• _What is expected_: Every line below is to be given again precisely; images are to be left out.

Stored items:
* * * * * * * * *

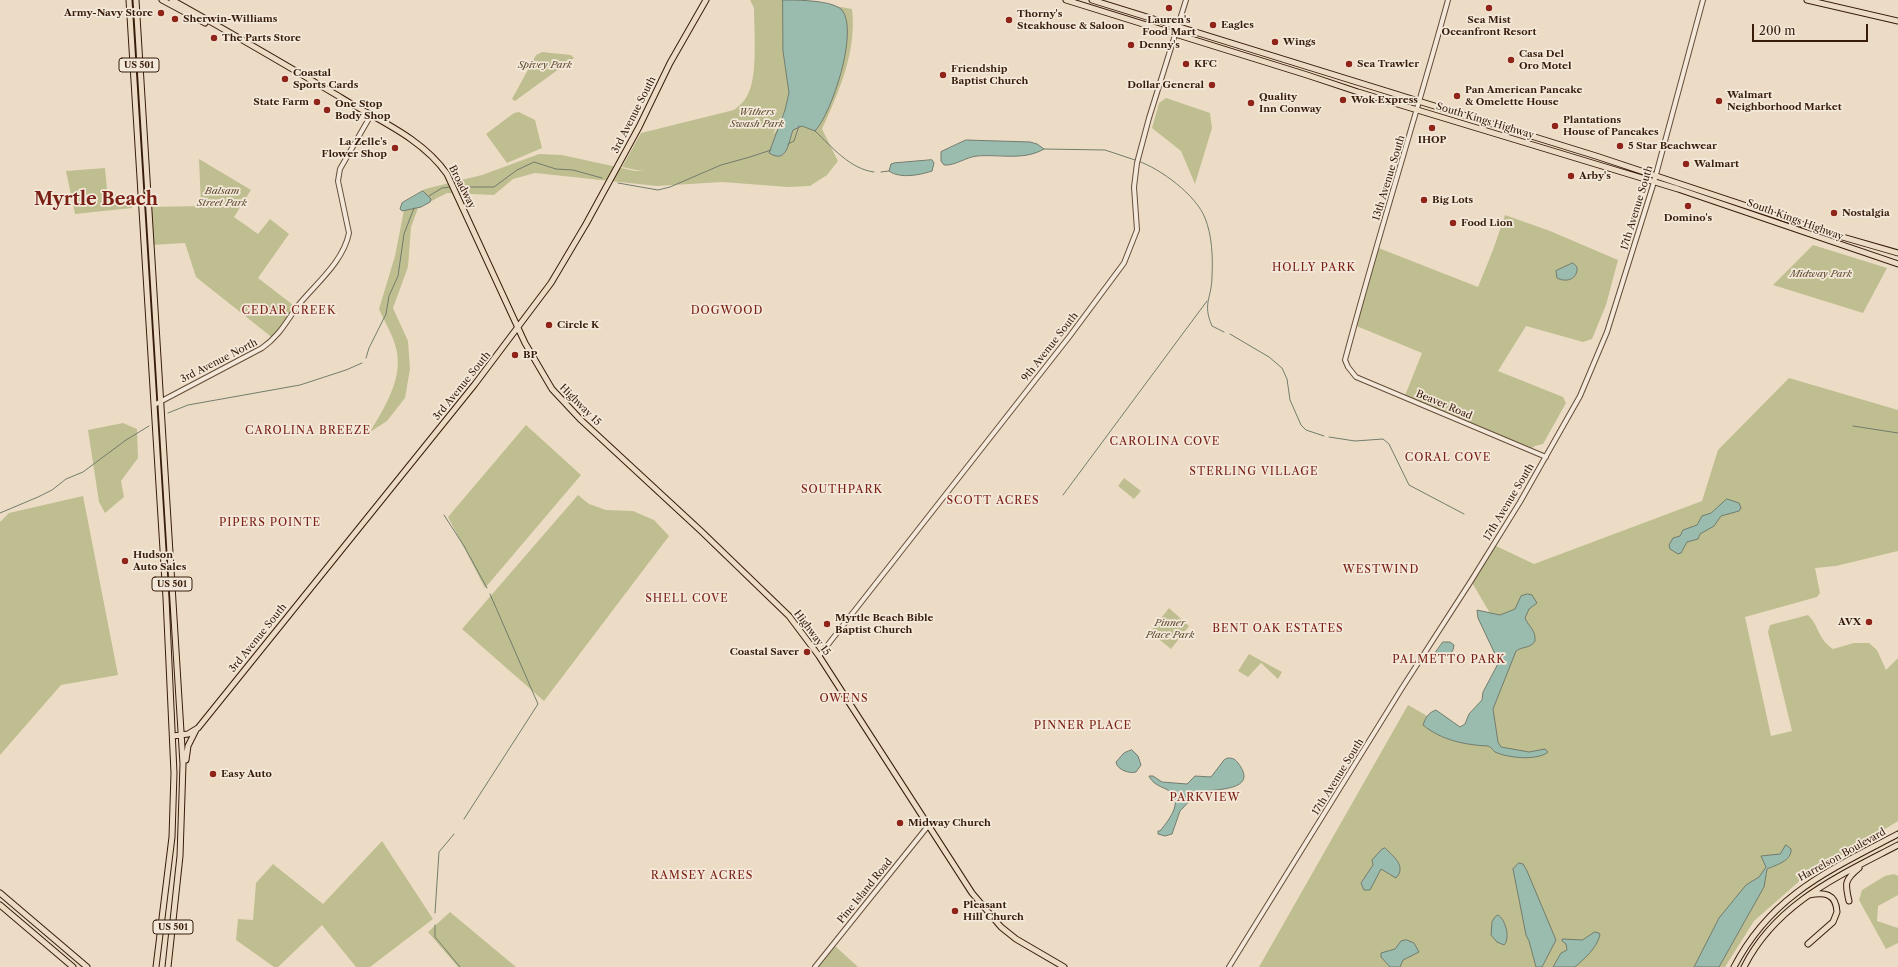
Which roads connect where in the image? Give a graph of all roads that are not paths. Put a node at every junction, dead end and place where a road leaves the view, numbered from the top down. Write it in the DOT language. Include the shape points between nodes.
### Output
graph roads {
  1 [pos="129,0"];
  2 [pos="136,0"];
  3 [pos="162,0"];
  4 [pos="172,0"];
  5 [pos="706,0"];
  6 [pos="1066,0"];
  7 [pos="1092,0"];
  8 [pos="1186,0"];
  9 [pos="1448,0"];
  10 [pos="1703,0"];
  11 [pos="1807,0"];
  12 [pos="1898,21"];
  13 [pos="1178,26"];
  14 [pos="1176,34"];
  15 [pos="341,98"];
  16 [pos="1420,101"];
  17 [pos="1418,110"];
  18 [pos="371,114"];
  19 [pos="1656,175"];
  20 [pos="1654,182"];
  21 [pos="1898,253"];
  22 [pos="1898,264"];
  23 [pos="518,328"];
  24 [pos="1345,360"];
  25 [pos="160,401"];
  26 [pos="154,404"];
  27 [pos="1546,457"];
  28 [pos="819,656"];
  29 [pos="198,728"];
  30 [pos="182,735"];
  31 [pos="173,736"];
  32 [pos="184,764"];
  33 [pos="928,826"];
  34 [pos="1898,834"];
  35 [pos="1898,845"];
  36 [pos="1869,860"];
  37 [pos="0,893"];
  38 [pos="1806,896"];
  39 [pos="1848,901"];
  40 [pos="0,905"];
  41 [pos="1808,944"];
  42 [pos="73,967"];
  43 [pos="86,967"];
  44 [pos="156,967"];
  45 [pos="168,967"];
  46 [pos="815,967"];
  47 [pos="1064,967"];
  48 [pos="1229,967"];
  49 [pos="1734,967"];
  50 [pos="1744,967"];
  1 -- 26 [label="main road, US 501"];
  2 -- 25 [label="main road, US 501"];
  3 -- 15 [label="main road, Broadway"];
  4 -- 15 [label="main road, Broadway"];
  5 -- 23 [label="main road, 3rd Avenue South" via="586,224 552,283"];
  6 -- 14 [label="main road, South Kings Highway"];
  7 -- 13 [label="main road, South Kings Highway"];
  8 -- 13 [label="street, 9th Avenue South"];
  9 -- 16 [label="street, 13th Avenue South"];
  10 -- 19 [label="street, 17th Avenue South"];
  11 -- 12 [label="main road"];
  13 -- 14 [label="street, 9th Avenue South"];
  13 -- 16 [label="main road, South Kings Highway"];
  14 -- 17 [label="main road, South Kings Highway"];
  14 -- 28 [label="street, 9th Avenue South" via="1139,154 1134,187 1137,230 1124,263"];
  15 -- 18 [label="main road, Broadway"];
  16 -- 17 [label="street, 13th Avenue South"];
  16 -- 19 [label="main road, South Kings Highway"];
  17 -- 20 [label="main road, South Kings Highway"];
  17 -- 24 [label="street, 13th Avenue South" via="1361,296"];
  18 -- 23 [label="main road, Broadway" via="416,142 440,163"];
  18 -- 25 [label="street, 3rd Avenue North" via="340,170 338,181 349,233 341,254 274,339 262,348"];
  19 -- 20 [label="street, 17th Avenue South"];
  19 -- 21 [label="main road, South Kings Highway" via="1826,232"];
  20 -- 22 [label="main road, South Kings Highway"];
  20 -- 27 [label="street, 17th Avenue South" via="1607,332 1580,396"];
  23 -- 28 [label="main road, Highway 15" via="543,377 555,393 774,600"];
  23 -- 29 [label="main road, 3rd Avenue South"];
  24 -- 27 [label="street, Beaver Road" via="1352,373 1362,380"];
  25 -- 26 [label="street, 3rd Avenue North"];
  25 -- 30 [label="main road, US 501"];
  26 -- 31 [label="main road, US 501"];
  27 -- 48 [label="street, 17th Avenue South" via="1472,581 1402,688"];
  28 -- 33 [label="main road, Highway 15"];
  29 -- 30 [label="main road, 3rd Avenue South"];
  29 -- 32 [label="main road" via="188,746"];
  30 -- 31 [label="main road, 3rd Avenue South"];
  30 -- 32 [label="main road, US 501"];
  31 -- 44 [label="main road, US 501" via="172,837"];
  32 -- 45 [label="main road, US 501" via="180,856"];
  33 -- 46 [label="street, Pine Island Road"];
  33 -- 47 [label="main road, Highway 15" via="972,893 993,918 1016,939"];
  34 -- 49 [label="main road, Harrelson Boulevard" via="1824,873 1788,898 1754,934"];
  35 -- 36 [label="main road, Harrelson Boulevard"];
  36 -- 38 [label="main road, Harrelson Boulevard"];
  36 -- 39 [label="main road" via="1848,879"];
  37 -- 43 [label="main road"];
  38 -- 41 [label="main road" via="1827,894 1837,909 1833,922"];
  38 -- 50 [label="main road, Harrelson Boulevard" via="1766,933"];
  40 -- 42 [label="main road"];
}
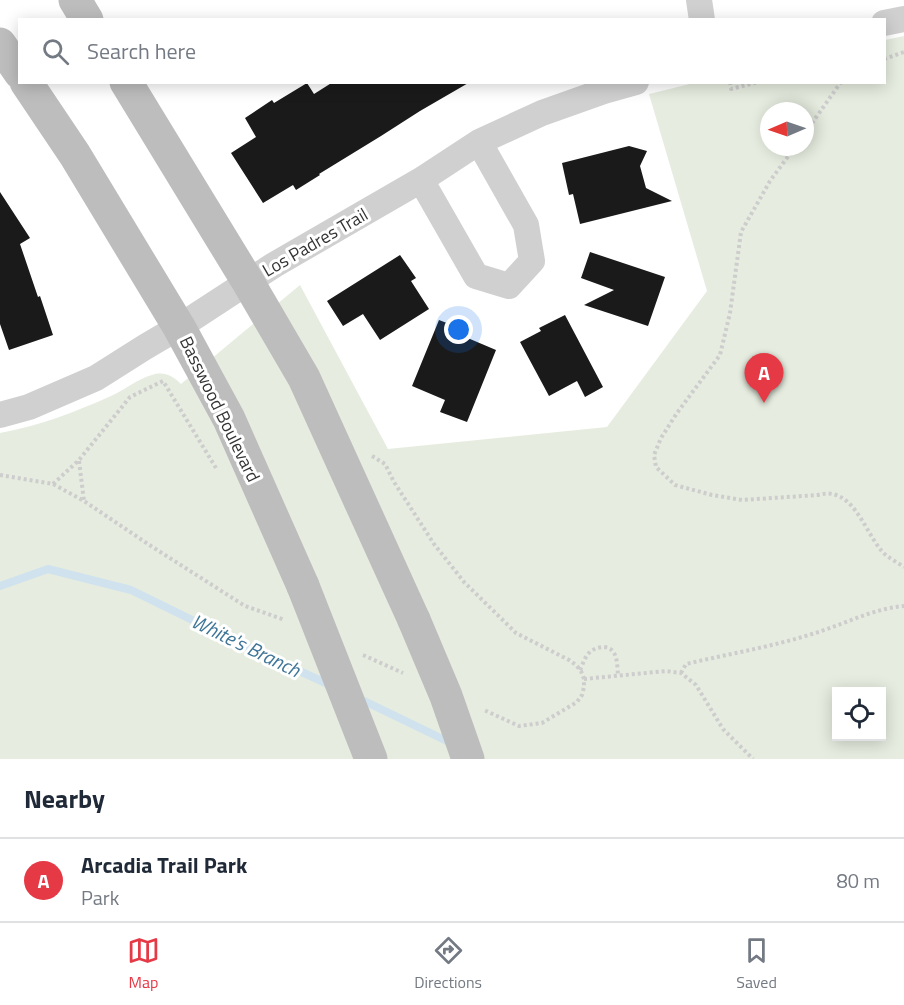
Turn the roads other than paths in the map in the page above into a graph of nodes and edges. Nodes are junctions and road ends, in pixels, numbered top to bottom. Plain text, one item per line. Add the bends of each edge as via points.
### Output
1 (75, 0) edge
2 (699, 0) edge
3 (86, 18) edge
4 (702, 18) edge
5 (904, 19) edge
6 (886, 23) edge
7 (0, 44) edge
8 (18, 70) edge
9 (27, 84) edge
10 (127, 84) edge
11 (628, 84) edge
12 (479, 142) junction
13 (421, 180) junction
14 (248, 282) junction
15 (179, 327) junction
16 (0, 415) edge
17 (371, 759) edge
18 (468, 759) edge

1 - 3 main road
2 - 4 street
5 - 6 street
7 - 8 main road
9 - 15 main road, Basswood Boulevard
10 - 14 main road
11 - 12 street, Los Padres Trail via 542,113
12 - 13 street, Los Padres Trail
12 - 13 street via 526,225 532,261 508,286 476,276
13 - 14 street, Los Padres Trail
14 - 15 street, Los Padres Trail
14 - 18 main road, bridge via 304,378 414,620
15 - 16 street, Los Padres Trail via 96,378
15 - 17 main road, Basswood Boulevard, bridge via 229,419 303,586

* * * * * * * * *

• _Output below_:
Which roads connect where in the image? Give a graph of all roads that are not paths. Put a node at every junction, dead end and place where a road leaves the view, numbered from the top down. Write it in the DOT language. Include the shape points between nodes.
### Output
graph roads {
  1 [pos="129,0"];
  2 [pos="136,0"];
  3 [pos="162,0"];
  4 [pos="172,0"];
  5 [pos="706,0"];
  6 [pos="1066,0"];
  7 [pos="1092,0"];
  8 [pos="1186,0"];
  9 [pos="1448,0"];
  10 [pos="1703,0"];
  11 [pos="1807,0"];
  12 [pos="1898,21"];
  13 [pos="1178,26"];
  14 [pos="1176,34"];
  15 [pos="341,98"];
  16 [pos="1420,101"];
  17 [pos="1418,110"];
  18 [pos="371,114"];
  19 [pos="1656,175"];
  20 [pos="1654,182"];
  21 [pos="1898,253"];
  22 [pos="1898,264"];
  23 [pos="518,328"];
  24 [pos="1345,360"];
  25 [pos="160,401"];
  26 [pos="154,404"];
  27 [pos="1546,457"];
  28 [pos="819,656"];
  29 [pos="198,728"];
  30 [pos="182,735"];
  31 [pos="173,736"];
  32 [pos="184,764"];
  33 [pos="928,826"];
  34 [pos="1898,834"];
  35 [pos="1898,845"];
  36 [pos="1869,860"];
  37 [pos="0,893"];
  38 [pos="1806,896"];
  39 [pos="1848,901"];
  40 [pos="0,905"];
  41 [pos="1808,944"];
  42 [pos="73,967"];
  43 [pos="86,967"];
  44 [pos="156,967"];
  45 [pos="168,967"];
  46 [pos="815,967"];
  47 [pos="1064,967"];
  48 [pos="1229,967"];
  49 [pos="1734,967"];
  50 [pos="1744,967"];
  1 -- 26 [label="main road, US 501"];
  2 -- 25 [label="main road, US 501"];
  3 -- 15 [label="main road, Broadway"];
  4 -- 15 [label="main road, Broadway"];
  5 -- 23 [label="main road, 3rd Avenue South" via="586,224 552,283"];
  6 -- 14 [label="main road, South Kings Highway"];
  7 -- 13 [label="main road, South Kings Highway"];
  8 -- 13 [label="street, 9th Avenue South"];
  9 -- 16 [label="street, 13th Avenue South"];
  10 -- 19 [label="street, 17th Avenue South"];
  11 -- 12 [label="main road"];
  13 -- 14 [label="street, 9th Avenue South"];
  13 -- 16 [label="main road, South Kings Highway"];
  14 -- 17 [label="main road, South Kings Highway"];
  14 -- 28 [label="street, 9th Avenue South" via="1139,154 1134,187 1137,230 1124,263"];
  15 -- 18 [label="main road, Broadway"];
  16 -- 17 [label="street, 13th Avenue South"];
  16 -- 19 [label="main road, South Kings Highway"];
  17 -- 20 [label="main road, South Kings Highway"];
  17 -- 24 [label="street, 13th Avenue South" via="1361,296"];
  18 -- 23 [label="main road, Broadway" via="416,142 440,163"];
  18 -- 25 [label="street, 3rd Avenue North" via="340,170 338,181 349,233 341,254 274,339 262,348"];
  19 -- 20 [label="street, 17th Avenue South"];
  19 -- 21 [label="main road, South Kings Highway" via="1826,232"];
  20 -- 22 [label="main road, South Kings Highway"];
  20 -- 27 [label="street, 17th Avenue South" via="1607,332 1580,396"];
  23 -- 28 [label="main road, Highway 15" via="543,377 555,393 774,600"];
  23 -- 29 [label="main road, 3rd Avenue South"];
  24 -- 27 [label="street, Beaver Road" via="1352,373 1362,380"];
  25 -- 26 [label="street, 3rd Avenue North"];
  25 -- 30 [label="main road, US 501"];
  26 -- 31 [label="main road, US 501"];
  27 -- 48 [label="street, 17th Avenue South" via="1472,581 1402,688"];
  28 -- 33 [label="main road, Highway 15"];
  29 -- 30 [label="main road, 3rd Avenue South"];
  29 -- 32 [label="main road" via="188,746"];
  30 -- 31 [label="main road, 3rd Avenue South"];
  30 -- 32 [label="main road, US 501"];
  31 -- 44 [label="main road, US 501" via="172,837"];
  32 -- 45 [label="main road, US 501" via="180,856"];
  33 -- 46 [label="street, Pine Island Road"];
  33 -- 47 [label="main road, Highway 15" via="972,893 993,918 1016,939"];
  34 -- 49 [label="main road, Harrelson Boulevard" via="1824,873 1788,898 1754,934"];
  35 -- 36 [label="main road, Harrelson Boulevard"];
  36 -- 38 [label="main road, Harrelson Boulevard"];
  36 -- 39 [label="main road" via="1848,879"];
  37 -- 43 [label="main road"];
  38 -- 41 [label="main road" via="1827,894 1837,909 1833,922"];
  38 -- 50 [label="main road, Harrelson Boulevard" via="1766,933"];
  40 -- 42 [label="main road"];
}
Turn the roads other than paths in the map in the page above into a graph of nodes and edges. Nodes are junctions and road ends, in pixels, numbered top to bottom. Plain text, one item per line. Add the bends of each edge as via points.
### Output
1 (75, 0) edge
2 (699, 0) edge
3 (86, 18) edge
4 (702, 18) edge
5 (904, 19) edge
6 (886, 23) edge
7 (0, 44) edge
8 (18, 70) edge
9 (27, 84) edge
10 (127, 84) edge
11 (628, 84) edge
12 (479, 142) junction
13 (421, 180) junction
14 (248, 282) junction
15 (179, 327) junction
16 (0, 415) edge
17 (371, 759) edge
18 (468, 759) edge

1 - 3 main road
2 - 4 street
5 - 6 street
7 - 8 main road
9 - 15 main road, Basswood Boulevard
10 - 14 main road
11 - 12 street, Los Padres Trail via 542,113
12 - 13 street, Los Padres Trail
12 - 13 street via 526,225 532,261 508,286 476,276
13 - 14 street, Los Padres Trail
14 - 15 street, Los Padres Trail
14 - 18 main road, bridge via 304,378 414,620
15 - 16 street, Los Padres Trail via 96,378
15 - 17 main road, Basswood Boulevard, bridge via 229,419 303,586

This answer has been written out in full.